AIM OF THE TASK: For every line of the material below, check for the string "further" and return the line if it is there.

PROVIDED RECORDS:
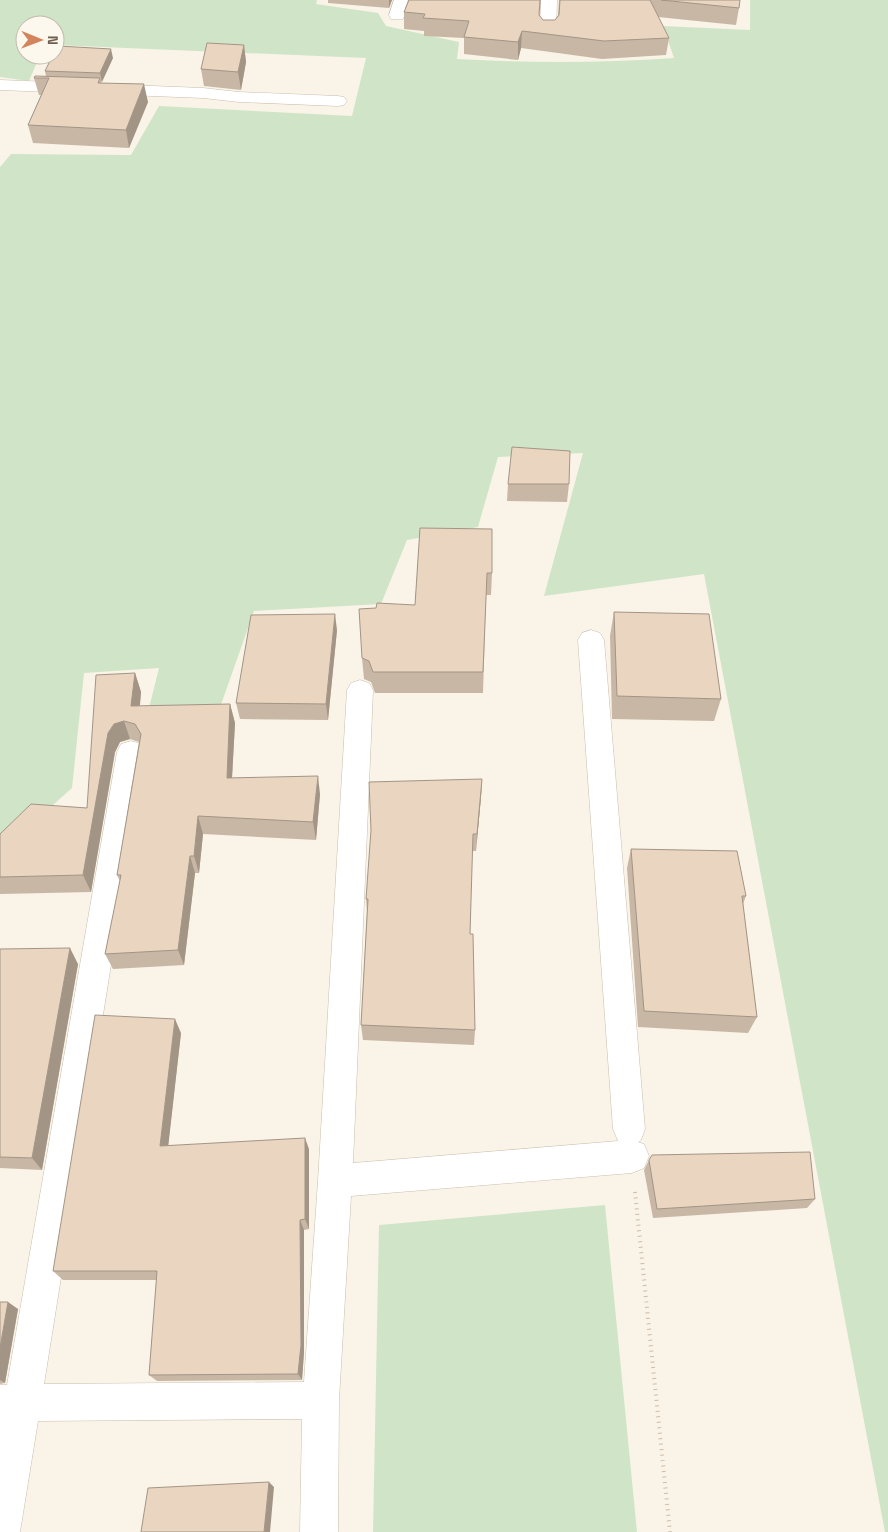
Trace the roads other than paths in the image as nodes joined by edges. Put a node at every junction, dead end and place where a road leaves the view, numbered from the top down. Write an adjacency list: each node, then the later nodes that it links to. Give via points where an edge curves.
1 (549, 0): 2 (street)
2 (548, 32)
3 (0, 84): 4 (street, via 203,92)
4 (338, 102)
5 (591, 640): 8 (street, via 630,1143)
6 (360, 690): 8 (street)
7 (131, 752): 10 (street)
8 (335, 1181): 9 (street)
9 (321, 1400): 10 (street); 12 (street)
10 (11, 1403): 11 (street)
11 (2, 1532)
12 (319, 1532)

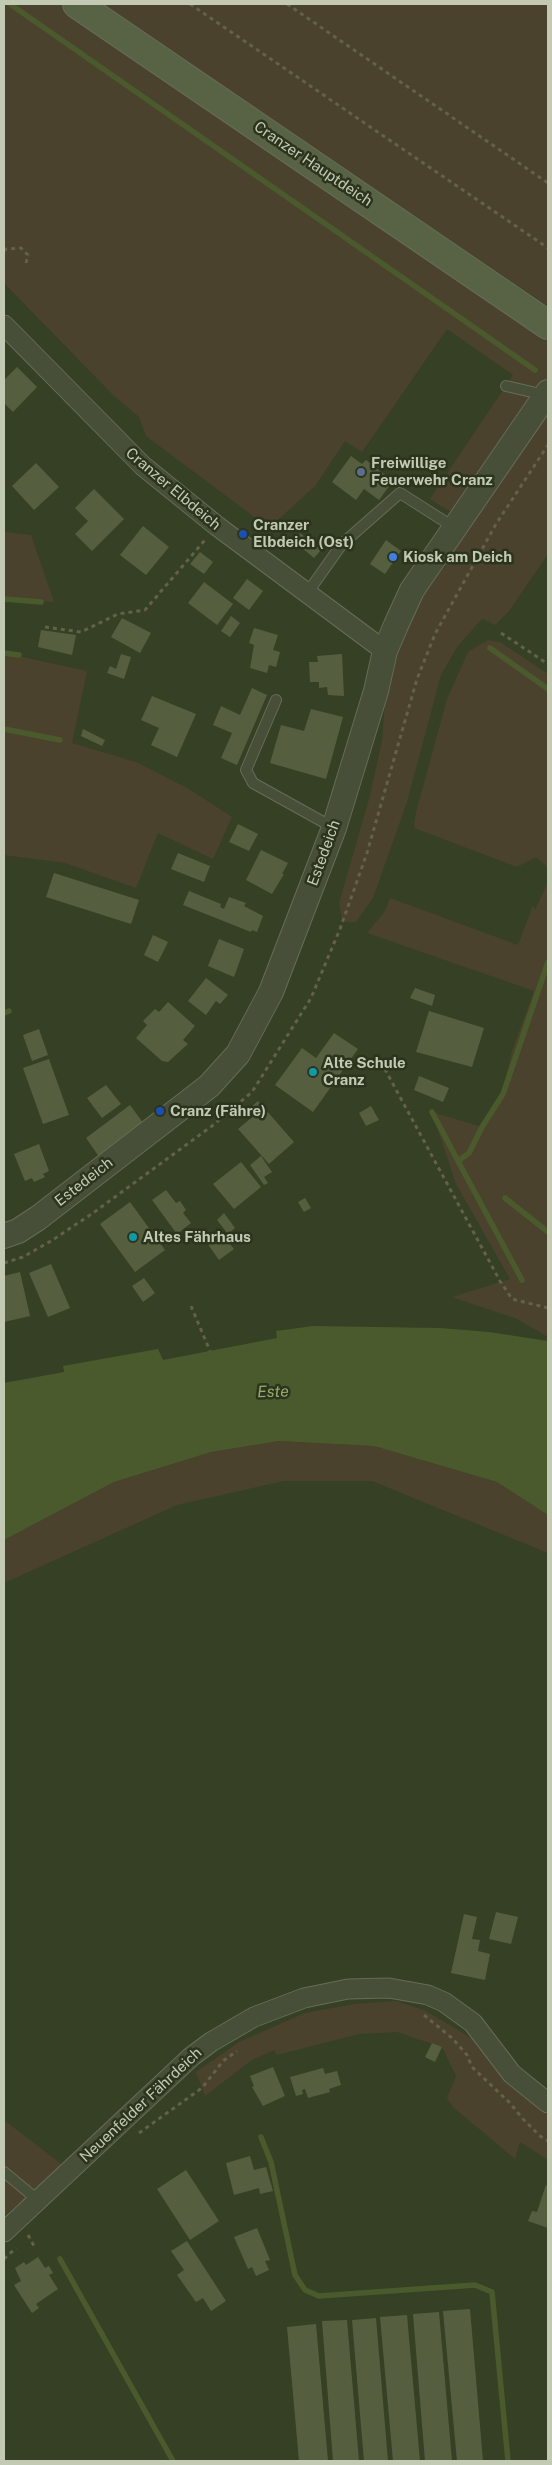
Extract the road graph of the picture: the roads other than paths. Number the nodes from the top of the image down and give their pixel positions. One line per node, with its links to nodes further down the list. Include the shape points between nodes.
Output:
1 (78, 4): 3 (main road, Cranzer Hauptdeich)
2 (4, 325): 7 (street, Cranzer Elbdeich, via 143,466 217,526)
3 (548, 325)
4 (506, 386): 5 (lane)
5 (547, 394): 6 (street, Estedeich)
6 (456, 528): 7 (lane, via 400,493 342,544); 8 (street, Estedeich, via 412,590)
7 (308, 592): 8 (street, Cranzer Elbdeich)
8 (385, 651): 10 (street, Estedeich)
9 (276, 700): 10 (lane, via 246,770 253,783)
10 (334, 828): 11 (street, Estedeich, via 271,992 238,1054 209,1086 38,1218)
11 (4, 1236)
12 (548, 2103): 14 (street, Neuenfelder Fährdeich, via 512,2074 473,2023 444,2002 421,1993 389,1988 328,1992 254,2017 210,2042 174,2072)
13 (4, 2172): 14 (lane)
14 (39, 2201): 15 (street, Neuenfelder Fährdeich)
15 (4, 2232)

==

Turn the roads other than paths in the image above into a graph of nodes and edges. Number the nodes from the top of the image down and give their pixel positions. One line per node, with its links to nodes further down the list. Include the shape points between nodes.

SOLUTION FOR THIS PROBLEM:
Extract the road graph of the picture: the roads other than paths. Number the nodes from the top of the image down and give their pixel positions. One line per node, with its links to nodes further down the list. Include the shape points between nodes.
Turn the roads other than paths in the image above into a graph of nodes and edges. Number the nodes from the top of the image down and give their pixel positions. One line per node, with its links to nodes further down the list. Include the shape points between nodes.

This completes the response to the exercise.